There are “scary” movies, and then there are “Halloween” movies, and then there are “scary Halloween movies.”

With all respect to well-done “scary” movies such as “Silence of the Lambs,” “Psycho,” “Alien,” “The Shining,” “Jacob’s Ladder,” the original “Nightmare on Elm Street,” and the clever “Texas Chainsaw Massacre,” I think there’s something different about movies that clearly carry the Halloween theme of ghosts, goblins, and, more specifically, demons and Satan himself. A spiritual person cannot ignore the importance of such things.

And for me, the movie that brought that most home to me—even beyond “The Exorcist” or “The Omen” or “The Devil’s Advocate”—was John Carpenter’s original “Halloween.” It’s probably too late to rent it today, but it’s worth ordering. I originally went and saw it because we had all heard it was filmed in our hometown of Burbank. Never, though, did I experience the true edge-of-my-seat authentic feelings of being scared of what evil could do like I did in that movie.

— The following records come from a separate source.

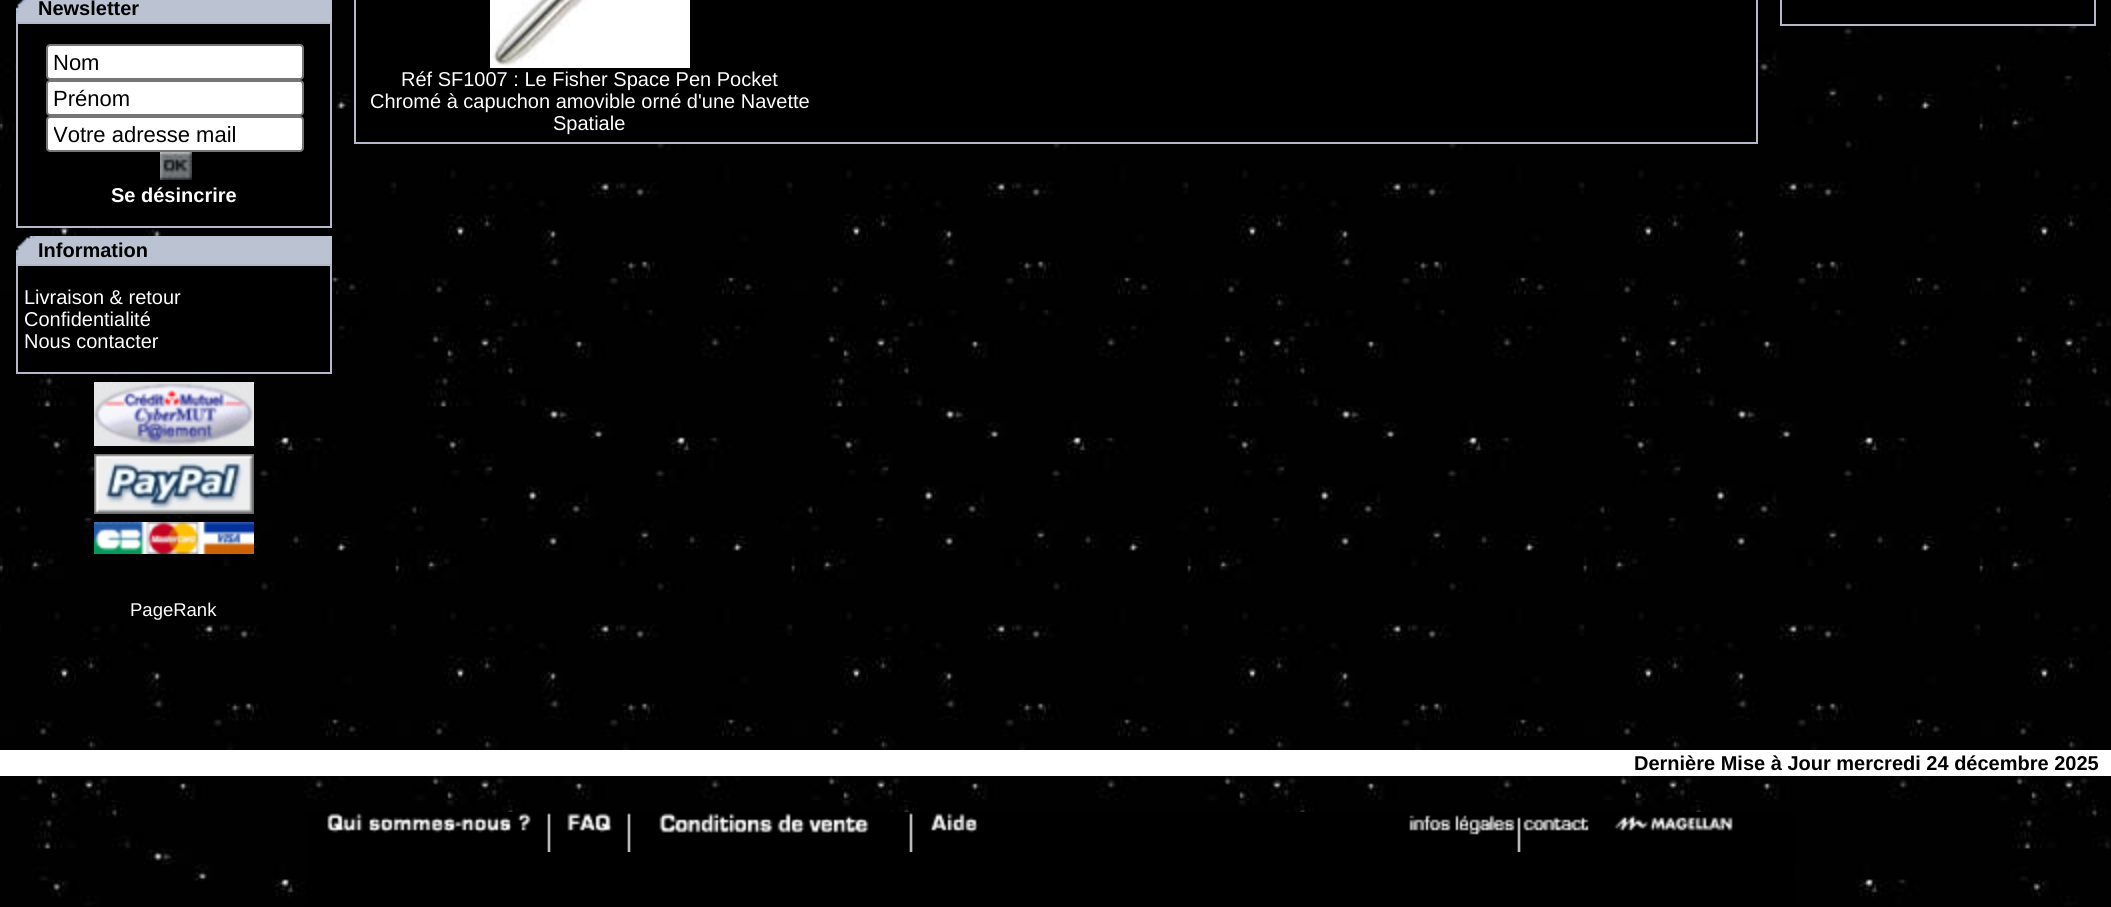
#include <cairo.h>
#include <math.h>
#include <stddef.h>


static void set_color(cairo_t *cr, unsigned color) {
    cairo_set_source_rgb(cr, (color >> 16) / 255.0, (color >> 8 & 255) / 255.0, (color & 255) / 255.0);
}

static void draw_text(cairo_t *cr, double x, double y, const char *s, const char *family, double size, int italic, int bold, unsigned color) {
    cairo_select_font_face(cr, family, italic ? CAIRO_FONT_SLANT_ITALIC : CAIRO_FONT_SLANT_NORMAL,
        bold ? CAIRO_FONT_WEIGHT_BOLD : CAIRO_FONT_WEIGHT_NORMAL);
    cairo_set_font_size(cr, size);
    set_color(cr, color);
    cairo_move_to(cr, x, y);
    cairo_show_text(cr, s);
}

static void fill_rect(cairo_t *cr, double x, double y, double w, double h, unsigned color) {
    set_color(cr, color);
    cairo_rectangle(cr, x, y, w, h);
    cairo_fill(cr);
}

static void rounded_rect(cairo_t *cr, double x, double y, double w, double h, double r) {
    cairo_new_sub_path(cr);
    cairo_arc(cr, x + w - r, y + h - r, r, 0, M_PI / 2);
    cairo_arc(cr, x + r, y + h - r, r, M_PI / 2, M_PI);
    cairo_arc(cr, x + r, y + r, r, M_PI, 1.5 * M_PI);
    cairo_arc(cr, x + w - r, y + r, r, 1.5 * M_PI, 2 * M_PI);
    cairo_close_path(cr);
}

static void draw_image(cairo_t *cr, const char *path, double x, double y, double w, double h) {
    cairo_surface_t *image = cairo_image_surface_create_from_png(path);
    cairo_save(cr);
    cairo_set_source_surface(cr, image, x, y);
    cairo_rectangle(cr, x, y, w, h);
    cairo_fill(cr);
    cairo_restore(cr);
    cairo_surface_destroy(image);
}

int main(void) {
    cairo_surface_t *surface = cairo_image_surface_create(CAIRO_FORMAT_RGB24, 2111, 907);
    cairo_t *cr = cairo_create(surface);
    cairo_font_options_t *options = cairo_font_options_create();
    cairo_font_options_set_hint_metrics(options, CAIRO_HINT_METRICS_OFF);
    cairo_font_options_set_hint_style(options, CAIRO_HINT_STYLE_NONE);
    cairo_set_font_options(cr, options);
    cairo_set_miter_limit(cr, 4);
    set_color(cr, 0x000000);
    cairo_paint(cr);
    draw_image(cr, "assets/img1.png", 0, 0, 2111, 906);
    fill_rect(cr, 16, 0, 316, 22, 0xBBC3D3);
    draw_image(cr, "assets/img2.png", 16, 0, 10, 14);
    draw_text(cr, 38, 15, "Newsletter", "Liberation Sans", 20, 0, 1, 0x000000);
    fill_rect(cr, 16, 22, 316, 206, 0xB6B7CB);
    fill_rect(cr, 18, 24, 312, 202, 0x000000);
    set_color(cr, 0xFFFFFF);
    rounded_rect(cr, 47, 45, 256, 34, 3);
    cairo_fill_preserve(cr);
    set_color(cr, 0x767676);
    cairo_stroke(cr);
    draw_text(cr, 53, 70, "Nom", "Liberation Sans", 22, 0, 0, 0x000000);
    set_color(cr, 0xFFFFFF);
    rounded_rect(cr, 47, 81, 256, 34, 3);
    cairo_fill_preserve(cr);
    set_color(cr, 0x767676);
    cairo_stroke(cr);
    draw_text(cr, 53, 106, "Prénom", "Liberation Sans", 22, 0, 0, 0x000000);
    set_color(cr, 0xFFFFFF);
    rounded_rect(cr, 47, 117, 256, 34, 3);
    cairo_fill_preserve(cr);
    set_color(cr, 0x767676);
    cairo_stroke(cr);
    cairo_save(cr);
    cairo_rectangle(cr, 54, 122, 242, 24);
    cairo_clip(cr);
    draw_text(cr, 53, 142, "Votre adresse mail", "Liberation Sans", 22, 0, 0, 0x000000);
    cairo_restore(cr);
    draw_image(cr, "assets/img3.png", 160, 152, 32, 28);
    draw_text(cr, 111, 202, "Se désincrire", "Liberation Sans", 20, 0, 1, 0xFFFFFF);
    fill_rect(cr, 16, 236, 316, 28, 0xBBC3D3);
    draw_image(cr, "assets/img4.png", 16, 236, 20, 20);
    draw_text(cr, 38, 257, "Information", "Liberation Sans", 20, 0, 1, 0x000000);
    fill_rect(cr, 16, 264, 316, 110, 0xB6B7CB);
    fill_rect(cr, 18, 266, 312, 106, 0x000000);
    draw_text(cr, 24, 304, "Livraison & retour", "Liberation Sans", 20, 0, 0, 0xFFFFFF);
    draw_text(cr, 24, 326, "Confidentialité", "Liberation Sans", 20, 0, 0, 0xFFFFFF);
    draw_text(cr, 24, 348, "Nous contacter", "Liberation Sans", 20, 0, 0, 0xFFFFFF);
    draw_image(cr, "assets/img5.png", 94, 382, 160, 64);
    draw_image(cr, "assets/img6.png", 94, 454, 160, 60);
    draw_image(cr, "assets/img7.png", 94, 522, 160, 32);
    draw_text(cr, 130, 616, "PageRank", "Liberation Sans", 18.5, 0, 0, 0xFFFFFF);
    fill_rect(cr, 1780, 0, 316, 26, 0xB6B7CB);
    fill_rect(cr, 1782, 0, 312, 24, 0x000000);
    fill_rect(cr, 354, 0, 1404, 144, 0xB6B7CB);
    fill_rect(cr, 356, 0, 1400, 142, 0x000000);
    draw_image(cr, "assets/img8.png", 490, 0, 200, 68);
    draw_text(cr, 401, 86, "Réf SF1007 : Le Fisher Space Pen Pocket", "Liberation Sans", 20, 0, 0, 0xFFFFFF);
    draw_text(cr, 370, 108, "Chromé à capuchon amovible orné d'une Navette", "Liberation Sans", 20, 0, 0, 0xFFFFFF);
    draw_text(cr, 553, 130, "Spatiale", "Liberation Sans", 20, 0, 0, 0xFFFFFF);
    fill_rect(cr, 0, 750, 2111, 26, 0xFFFFFF);
    draw_text(cr, 1634, 770, "Dernière Mise à Jour mercredi 24 décembre 2025", "Liberation Sans", 20, 0, 1, 0x000000);
    fill_rect(cr, 306, 812, 1489, 94, 0x000000);
    draw_image(cr, "assets/img9.png", 327, 813, 1406, 39);
    cairo_surface_write_to_png(surface, "output.png");
    cairo_font_options_destroy(options);
    cairo_destroy(cr);
    cairo_surface_destroy(surface);
    return 0;
}
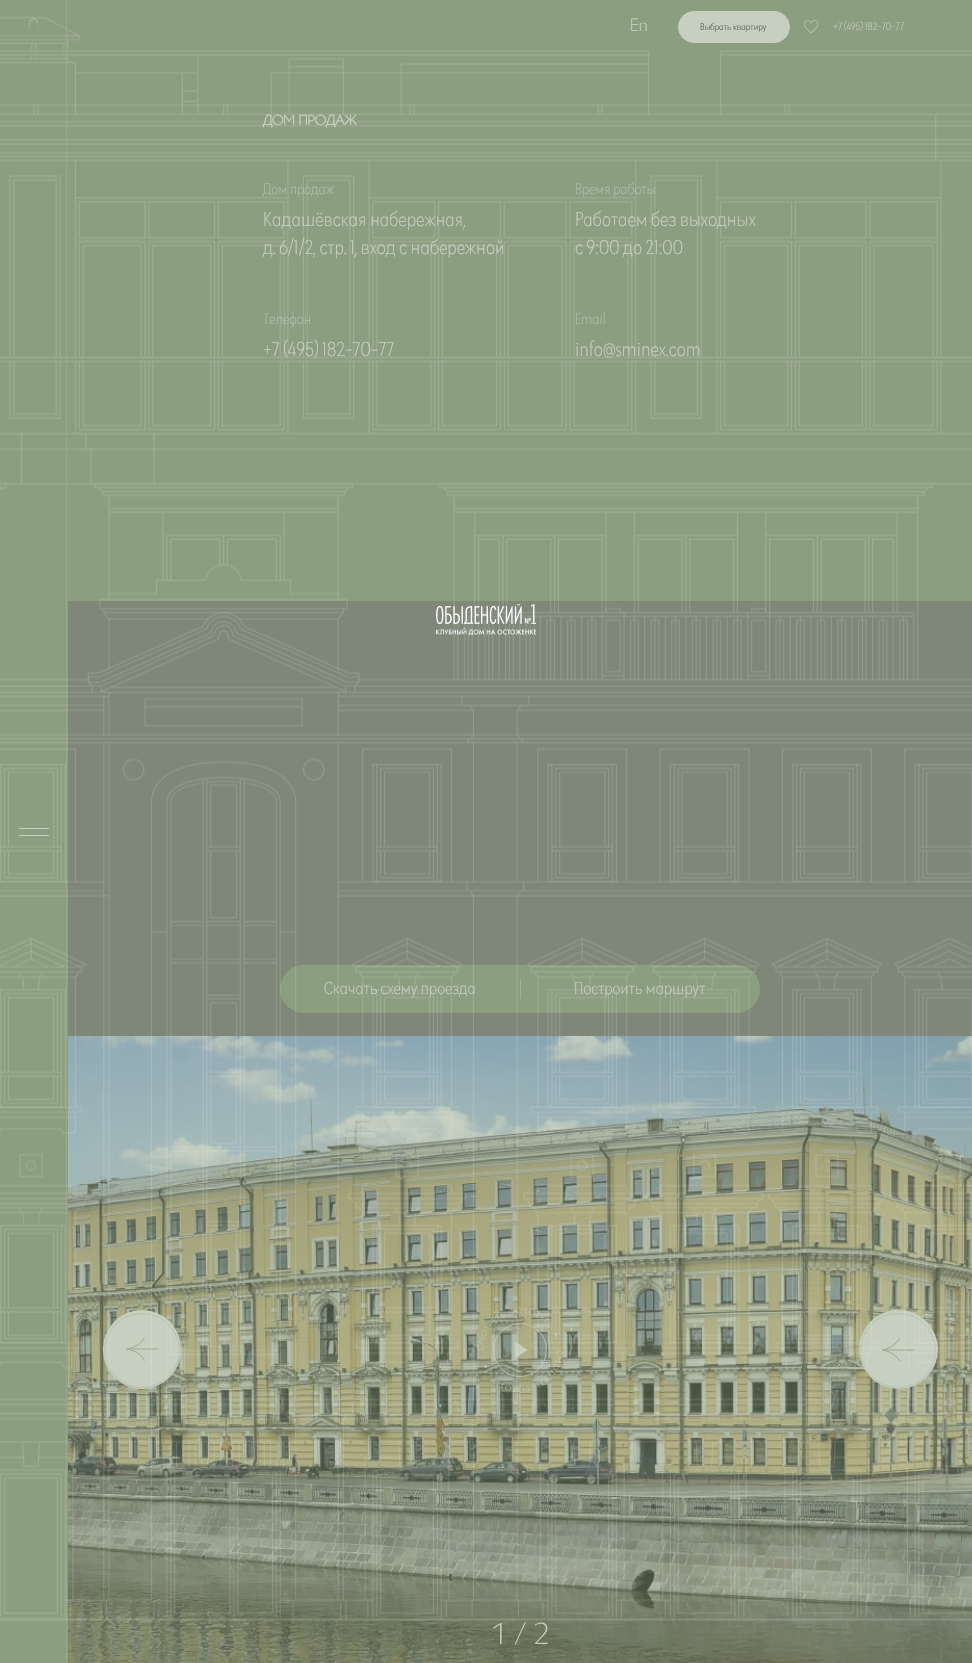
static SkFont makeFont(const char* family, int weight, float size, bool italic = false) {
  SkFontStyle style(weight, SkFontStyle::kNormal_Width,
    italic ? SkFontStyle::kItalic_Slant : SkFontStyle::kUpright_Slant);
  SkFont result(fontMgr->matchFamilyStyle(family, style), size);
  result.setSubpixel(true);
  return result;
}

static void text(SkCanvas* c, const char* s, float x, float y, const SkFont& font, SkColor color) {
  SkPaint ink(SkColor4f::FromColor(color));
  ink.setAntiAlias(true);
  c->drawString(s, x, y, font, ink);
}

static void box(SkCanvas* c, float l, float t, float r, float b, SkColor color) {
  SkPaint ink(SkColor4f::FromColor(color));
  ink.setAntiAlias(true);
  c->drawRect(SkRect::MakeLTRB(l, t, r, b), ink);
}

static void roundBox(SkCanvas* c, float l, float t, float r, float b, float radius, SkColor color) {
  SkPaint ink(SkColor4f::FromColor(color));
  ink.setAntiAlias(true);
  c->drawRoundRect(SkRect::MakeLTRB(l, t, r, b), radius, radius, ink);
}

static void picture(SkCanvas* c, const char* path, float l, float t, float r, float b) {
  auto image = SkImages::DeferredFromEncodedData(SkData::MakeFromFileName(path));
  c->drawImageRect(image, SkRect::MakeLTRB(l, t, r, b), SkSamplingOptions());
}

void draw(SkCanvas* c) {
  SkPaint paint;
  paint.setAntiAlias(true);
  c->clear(0xff8c9e80);
  picture(c, "img_01.png", 29, 18, 38, 29);
  box(c, 66, 0, 67, 1663, 0xff97a78b);
  SkFont face1 = makeFont("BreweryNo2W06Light", 300, 17);
  text(c, "En", 630, 31, face1, 0xffc7cfc1);
  paint.setColor(0xffc7cfc1);
  c->drawRoundRect(SkRect::MakeLTRB(678.5f, 11.5f, 789.5f, 42.5f), 15.5f, 15.5f, paint);
  paint.setStyle(SkPaint::kStroke_Style);
  paint.setStrokeWidth(1);
  c->drawRoundRect(SkRect::MakeLTRB(678.5f, 11.5f, 789.5f, 42.5f), 15.5f, 15.5f, paint);
  SkFont face2 = makeFont("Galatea", 200, 10);
  text(c, "Выбрать квартиру", 700, 30, face2, 0xff454d3f);
  picture(c, "img_04.png", 804, 20, 818, 34);
  SkFont face3 = makeFont("Galatea", 200, 11.25f);
  text(c, "+7 (495) 182-70-77", 833, 30, face3, 0xffc7cfc1);
  box(c, 19, 828, 49, 829, 0xffc7cfc1);
  box(c, 19, 835, 49, 836, 0xffc7cfc1);
  SkFont face4 = makeFont("BreweryNo2W06Light", 700, 13.5f);
  text(c, "ДОМ ПРОДАЖ", 263, 125, face4, 0xffc7cfc1);
  SkFont face5 = makeFont("Galatea", 200, 15.75f);
  text(c, "Дом продаж", 263, 194, face5, 0xffb2beaa);
  SkFont face6 = makeFont("Galatea", 200, 20.8f);
  text(c, "Кадашёвская набережная,", 263, 226, face6, 0xffc7cfc1);
  text(c, "д. 6/1/2, стр. 1, вход с набережной", 263, 254, face6, 0xffc7cfc1);
  text(c, "Время работы", 575, 194, face5, 0xffb2beaa);
  text(c, "Работаем без выходных", 575, 226, face6, 0xffc7cfc1);
  text(c, "с 9:00 до 21:00", 575, 254, face6, 0xffc7cfc1);
  text(c, "Телефон", 263, 324, face5, 0xffb2beaa);
  text(c, "+7 (495) 182-70-77", 263, 356, face6, 0xffc7cfc1);
  text(c, "Email", 575, 324, face5, 0xffb2beaa);
  text(c, "info@sminex.com", 575, 356, face6, 0xffc7cfc1);
  box(c, 68, 601, 972, 1036, 0xff7e8778);
  roundBox(c, 280, 965, 760, 1013, 24, 0xff8c9e80);
  SkFont face7 = makeFont("Galatea", 200, 18);
  text(c, "Скачать схему проезда", 324, 994, face7, 0xffc7cfc1);
  box(c, 520, 979, 521, 999, 0xffa3b29a);
  text(c, "Построить маршрут", 574, 994, face7, 0xffc7cfc1);
  picture(c, "img_07.png", 68, 1036, 972, 1663);
  paint.setStyle(SkPaint::kFill_Style);
  c->drawPath(SkPathBuilder().moveTo(527.5f, 1350).lineTo(515, 1358.5f).lineTo(515, 1341.5f).close().detach(), paint);
  picture(c, "img_05.png", 477, 1307, 550, 1350);
  c->drawCircle(485.5f, 1366.5f, 1.3f, paint);
  c->drawCircle(555.8f, 1334.4f, 1.3f, paint);
  picture(c, "img_06.png", 490, 1350, 563, 1393);
  paint.setStyle(SkPaint::kStroke_Style);
  paint.setStrokeWidth(0.7f);
  c->drawCircle(520, 1350, 26.5f, paint);
  roundBox(c, 103, 1310, 181, 1389, 39, 0xffc7cfc1);
  paint.setStrokeWidth(1);
  paint.setColor(0xffb5c1ad);
  c->drawRoundRect(SkRect::MakeLTRB(104.5f, 1313.5f, 179.5f, 1387.5f), 37, 37, paint);
  paint.setColor(0xff97a98c);
  c->drawPath(SkPathBuilder().moveTo(158.5f, 1349).lineTo(128.5f, 1349).detach(), paint);
  paint.setStrokeJoin(SkPaint::kRound_Join);
  c->drawPath(SkPathBuilder().moveTo(144.5f, 1338).cubicTo(139.5f, 1347.5f, 126.5f, 1349, 126.5f, 1349).cubicTo(126.5f, 1349, 139.5f, 1350.5f, 144.5f, 1360.5f).detach(), paint);
  paint.setStyle(SkPaint::kFill_Style);
  paint.setColor(0xffc7cfc1);
  c->drawCircle(898.5f, 1349.5f, 39.5f, paint);
  paint.setStyle(SkPaint::kStroke_Style);
  paint.setStrokeJoin(SkPaint::kMiter_Join);
  paint.setColor(0xffb5c1ad);
  c->drawRoundRect(SkRect::MakeLTRB(860.5f, 1313.5f, 935.5f, 1387.5f), 37, 37, paint);
  paint.setColor(0xff97a98c);
  c->drawPath(SkPathBuilder().moveTo(914, 1350).lineTo(883.5f, 1350).detach(), paint);
  paint.setStrokeJoin(SkPaint::kRound_Join);
  c->drawPath(SkPathBuilder().moveTo(899.5f, 1338.5f).cubicTo(894.5f, 1348, 882, 1350, 882, 1350).cubicTo(882, 1350, 894.5f, 1351.5f, 899.5f, 1361).detach(), paint);
  picture(c, "img_02.png", 0, 16, 972, 1621);
  picture(c, "img_03.png", 436, 604, 536, 635);
  SkFont face8 = makeFont("BreweryNo2W06Light", 300, 29);
  text(c, "1 / 2", 491, 1644, face8, 0xffc7cfc1);
}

It was low-budget, smart, surprising, obvious at times, and unrelentingly honest about how those who would seek to name the evil among us (in this case the pyschiatrist played by Donald Pleasance) are often seen as out of touch and over-dramatic while the innocent among us (in this case Jamie Lee Curtis’s “Laurie”) seem so naïve and blind to the ever present evil.

Before “Halloween’s” dénouement and the final chase scenes, the battle of good v. evil in “Halloween” brings out the most important question for the spiritual seeker: “Is this spirit stuff really real?” If it is, we ought to equip ourselves for it. If not, then we can all go back to the fun and games and tongue-in-cheek way we treat Halloween.

But for me, before I even started reading the Bible and finding out what it’s all about, I had a deep sense of the existence of how bad people can be and how scary it is that we don’t notice, and it came from the experience of seeing “Halloween.”